The times I am most thinking about tonight, is young childhood…. when you would go out with a friend or two, and you would come up with a game to play.
Just suiting up for some skinned knees, and all. But the game creation ….. was very creative in it’s own right. It was usually some sort of hybrid construction, consisting of Tag, Hide-N-Seek, Leap Frog, Twenty Questions….. whatever the heck we could throw together.
As if that wasn’t enough. We would make up our own rules as we went. Yes. We would “roughly” assign some sort of general workings prior to the onset of the game. Yet, as it evolved, so did the rules.
My good friend Plinky Watherton was great for this. (And no. I have no idea why he was called Plinky.)
But back to the game afoot. Plinky was… for lack of a better term….. a Game-Changer.

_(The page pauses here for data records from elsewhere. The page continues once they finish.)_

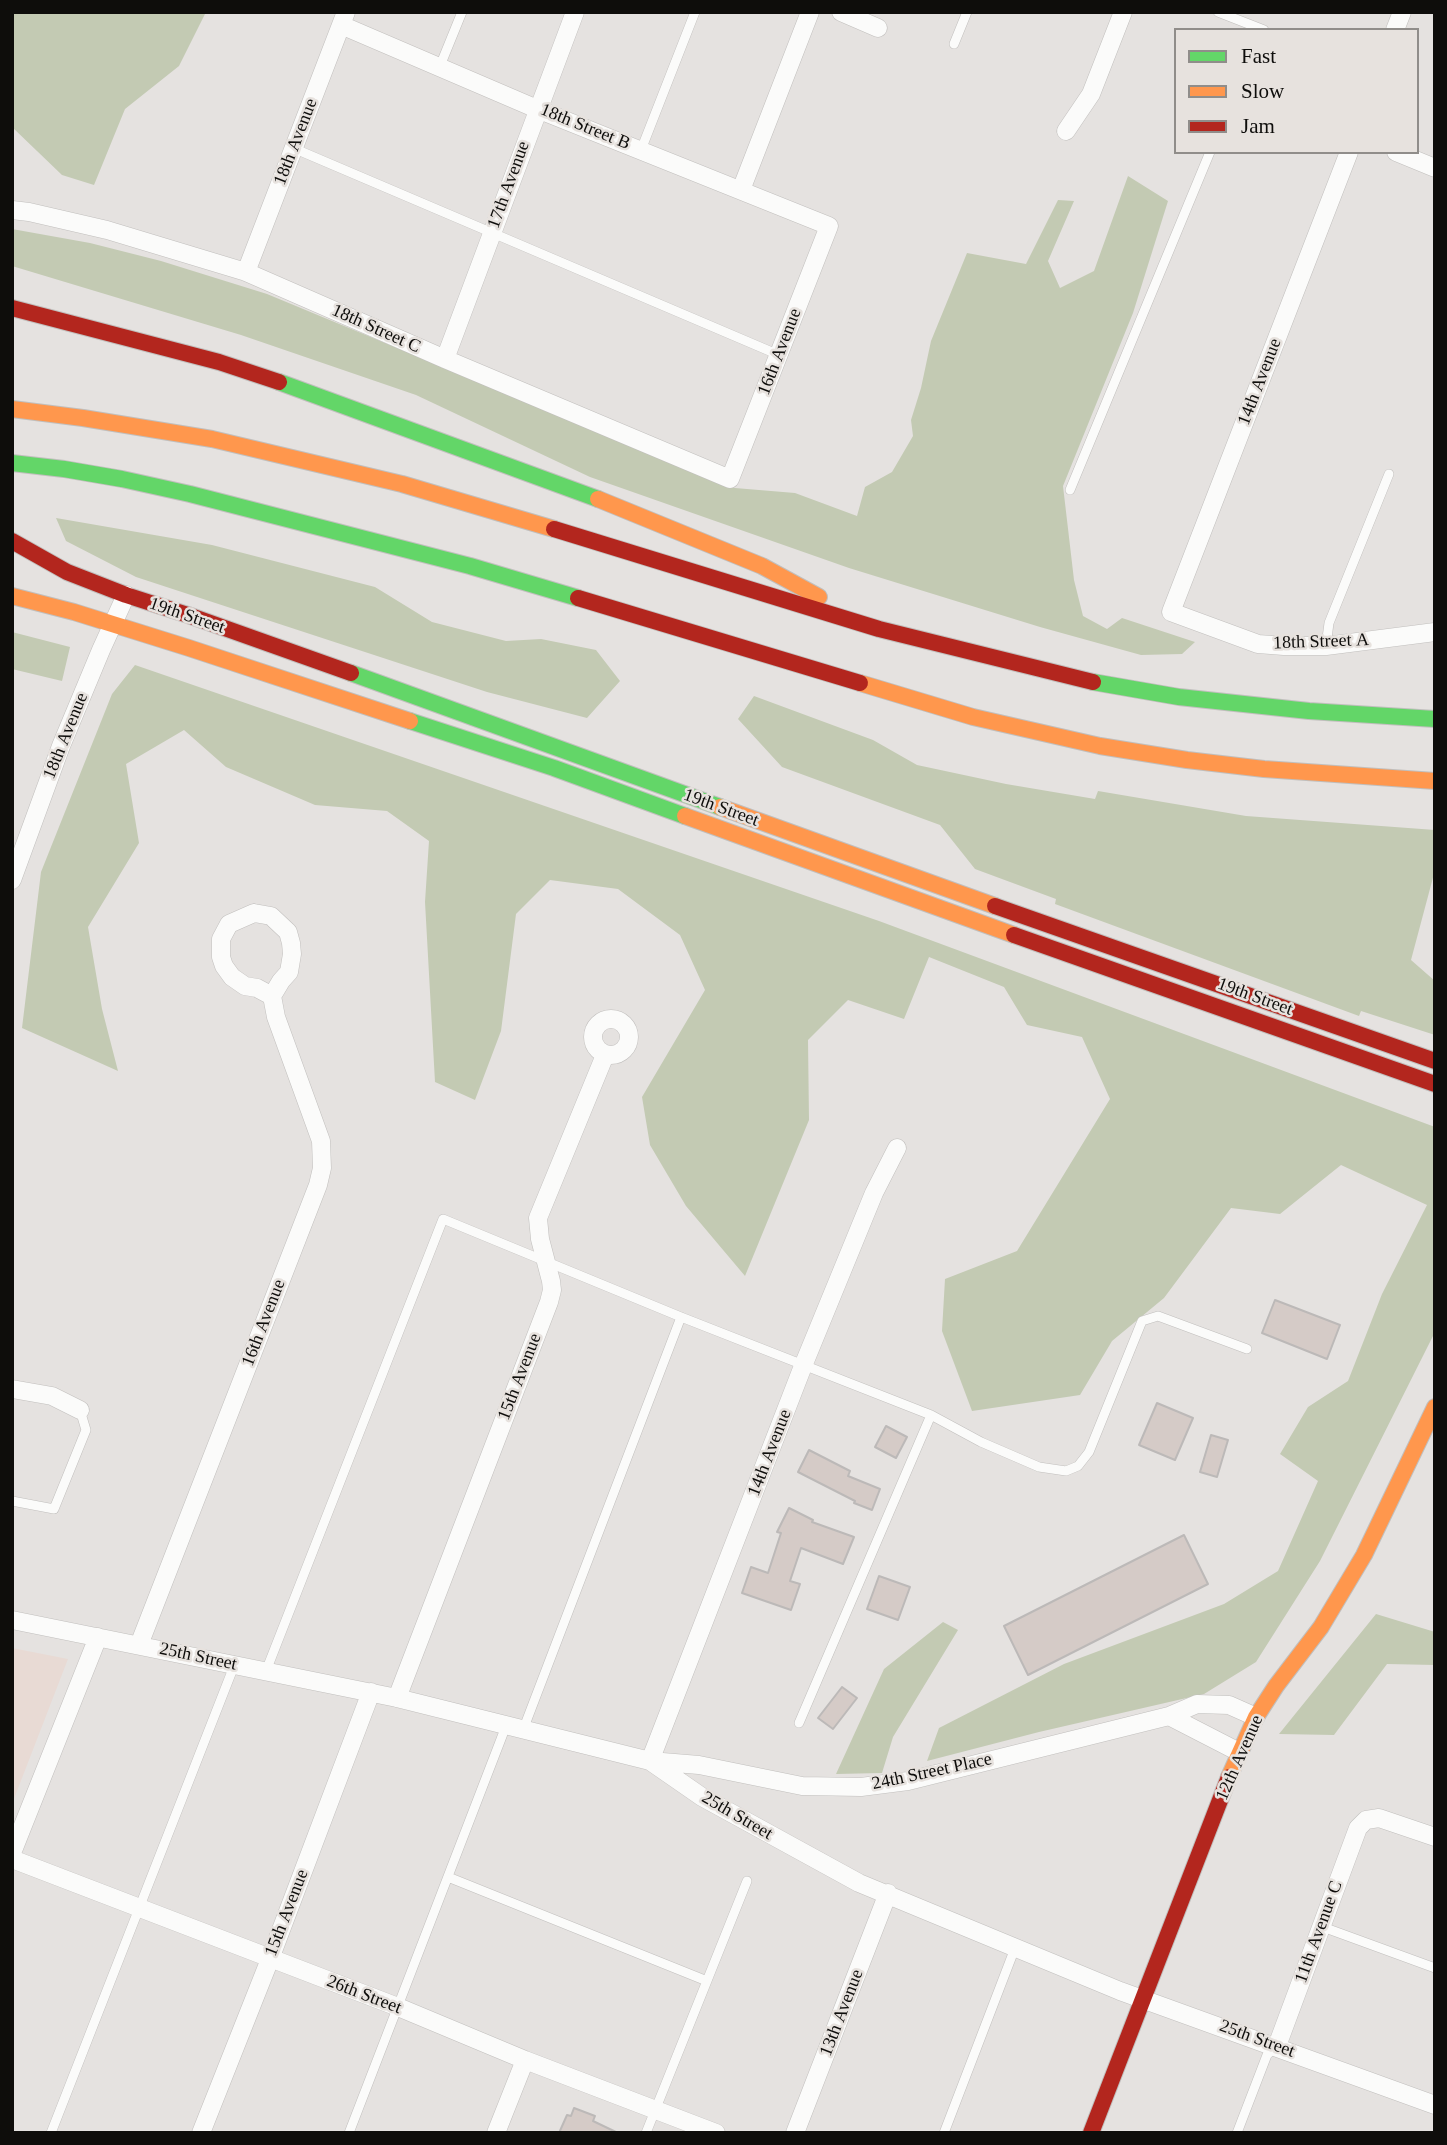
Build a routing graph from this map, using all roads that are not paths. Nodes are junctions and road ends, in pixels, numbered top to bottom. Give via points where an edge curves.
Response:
1 (462, 12) edge
2 (575, 12) edge
3 (695, 12) edge
4 (810, 12) edge
5 (841, 12) edge
6 (967, 12) edge
7 (1124, 12) edge
8 (1218, 12) edge
9 (344, 19) edge
10 (878, 28) dead end
11 (1259, 28) edge
12 (954, 44) dead end
13 (440, 66) junction
14 (537, 108) junction
15 (1066, 131) dead end
16 (293, 148) junction
17 (641, 150) junction
18 (1209, 154) edge
19 (1348, 154) edge
20 (1401, 154) edge
21 (1435, 168) edge
22 (741, 190) junction
23 (12, 210) edge
24 (830, 226) joint
25 (491, 233) junction
26 (247, 272) junction
27 (12, 309) edge
28 (779, 355) junction
29 (445, 359) junction
30 (12, 409) edge
31 (12, 463) edge
32 (1389, 474) dead end
33 (730, 479) joint
34 (1070, 490) dead end
35 (12, 541) edge
36 (126, 595) junction
37 (12, 596) edge
38 (1171, 612) joint
39 (113, 624) junction
40 (878, 629) junction
41 (1435, 632) edge
42 (1326, 646) junction
43 (1435, 719) edge
44 (1435, 781) edge
45 (12, 880) edge
46 (272, 996) junction
47 (605, 1055) dead end
48 (1435, 1061) edge
49 (1435, 1084) edge
50 (897, 1148) dead end
51 (546, 1262) junction
52 (681, 1317) junction
53 (1247, 1349) dead end
54 (803, 1366) junction
55 (12, 1389) edge
56 (1435, 1407) edge
57 (80, 1410) joint
58 (931, 1415) junction
59 (12, 1501) edge
60 (12, 1620) edge
61 (98, 1637) junction
62 (139, 1645) junction
63 (234, 1665) junction
64 (266, 1671) junction
65 (371, 1692) junction
66 (397, 1698) junction
67 (1169, 1716) junction
68 (1256, 1717) junction
69 (799, 1723) dead end
70 (514, 1728) junction
71 (1239, 1752) junction
72 (650, 1760) junction
73 (1435, 1837) edge
74 (12, 1853) edge
75 (12, 1859) edge
76 (449, 1877) junction
77 (747, 1881) dead end
78 (888, 1894) junction
79 (138, 1908) junction
80 (1320, 1926) junction
81 (1016, 1948) junction
82 (270, 1959) junction
83 (1435, 1968) edge
84 (707, 1981) junction
85 (1142, 1998) junction
86 (398, 2007) junction
87 (1277, 2046) junction
88 (525, 2060) junction
89 (1435, 2105) edge
90 (655, 2109) junction
91 (51, 2133) edge
92 (201, 2133) edge
93 (349, 2133) edge
94 (496, 2133) edge
95 (646, 2133) edge
96 (716, 2133) edge
97 (795, 2133) edge
98 (944, 2133) edge
99 (1091, 2133) edge
100 (1237, 2133) edge

1 - 13 lane
2 - 14 street, 17th Avenue
3 - 17 lane
4 - 22 street
5 - 10 street
6 - 12 lane
7 - 15 street via 1091,94
8 - 11 lane
9 - 13 street, 18th Street B
9 - 16 street, 18th Avenue
13 - 14 street, 18th Street B
14 - 17 street, 18th Street B
14 - 25 street, 17th Avenue
16 - 25 lane
16 - 26 street, 18th Avenue
17 - 22 street, 18th Street B
18 - 34 lane
19 - 38 street, 14th Avenue
20 - 21 street
22 - 24 street, 18th Street B
23 - 26 street, 18th Street C via 107,230
24 - 28 street, 16th Avenue
25 - 28 lane
25 - 29 street, 17th Avenue
26 - 29 street, 18th Street C
27 - 40 main road via 219,362 386,421 762,566
28 - 33 street, 16th Avenue
29 - 33 street, 18th Street C
30 - 40 main road via 212,439 402,484
31 - 44 main road via 190,494 470,566 973,718 1187,760
32 - 42 lane via 1329,623
35 - 36 main road, 19th Street via 67,572
36 - 39 street, 18th Avenue
36 - 48 main road, 19th Street
37 - 39 main road, 19th Street
38 - 42 street, 18th Street A via 1258,644
39 - 45 street, 18th Avenue via 61,746
39 - 49 main road, 19th Street via 554,768
40 - 43 main road via 1092,682 1179,697
41 - 42 street, 18th Street A
46 - 46 street via 289,972 291,943 288,932 271,916 254,913 229,924 221,939 221,957 232,977
46 - 62 street, 16th Avenue via 321,1141 322,1168
47 - 51 street, 15th Avenue via 538,1218
50 - 54 street, 14th Avenue
51 - 52 lane
51 - 64 lane via 443,1219
51 - 66 street, 15th Avenue via 552,1290 549,1302
52 - 54 lane
52 - 70 lane
53 - 58 lane via 1158,1316 1142,1321 1089,1452 1079,1466 1066,1471 1040,1467
54 - 58 lane
54 - 72 street, 14th Avenue
55 - 57 street via 52,1396
56 - 68 main road, 12th Avenue via 1364,1555 1321,1628
57 - 59 lane via 86,1430 54,1509
58 - 69 lane
60 - 61 street, 25th Street
61 - 62 street, 25th Street
61 - 74 street
62 - 63 street, 25th Street
63 - 64 street, 25th Street
63 - 79 lane
64 - 65 street, 25th Street
65 - 66 street, 25th Street
65 - 82 street, 15th Avenue
66 - 70 street, 25th Street
67 - 68 street, 24th Street Place via 1197,1704 1230,1705
67 - 71 street
67 - 72 street, 24th Street Place via 908,1781 861,1787 802,1786
68 - 71 main road, 12th Avenue
70 - 72 street, 25th Street
70 - 76 lane
71 - 85 main road, 12th Avenue
72 - 78 street, 25th Street via 713,1803 859,1883
73 - 80 street, 11th Avenue C via 1386,1819 1366,1820 1353,1837
75 - 79 street, 26th Street
76 - 84 lane
76 - 86 lane
77 - 84 lane
78 - 81 street, 25th Street
78 - 97 street, 13th Avenue
79 - 82 street, 26th Street
79 - 91 lane
80 - 83 lane
80 - 87 street, 11th Avenue C
81 - 85 street, 25th Street
81 - 98 lane
82 - 86 street, 26th Street
82 - 92 street, 15th Avenue
84 - 90 lane
85 - 87 street, 25th Street
85 - 99 main road, 12th Avenue
86 - 88 street, 26th Street
86 - 93 lane
87 - 89 street, 25th Street
87 - 100 lane via 1267,2055
88 - 90 street, 26th Street
88 - 94 street
90 - 95 lane
90 - 96 street, 26th Street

“Okay, you can only touch the tree for five seconds, and then after that, you have to spin in circles until you fall down….OR… you can crawl backwards over to the back steps….. Got IT?”
Got it.
And away we would go. Yet….. if things were going great in the game… we NEVER changed the rules. We only switched things up when the “flow of the game” or “the course of events” wasn’t quite going right. Pretty smart kids.
We could learn from the past it seems. If we are smart adults, we learn to implement this behavior when we grow up.
You know. If the way we are banging our heads up against the wall isn’t quite working out how we planned, perhaps we should try something else. Perhaps.
When the same behavior produces the same results, over and over and over again….. and the results do no have a favorable outcome… we should change the behavior.
Another one of life’s little gems. And once again…. it seems …. easier said than done.
At any rate, thanks for reading tonight. I’m done touching the tree….. so now I have to go start spinning around in circles until I fall down. Yeah Baby.
“The true test of character is not how much we know how to do, but how we behave when we don’t know what to do.” – John Holt, Jr.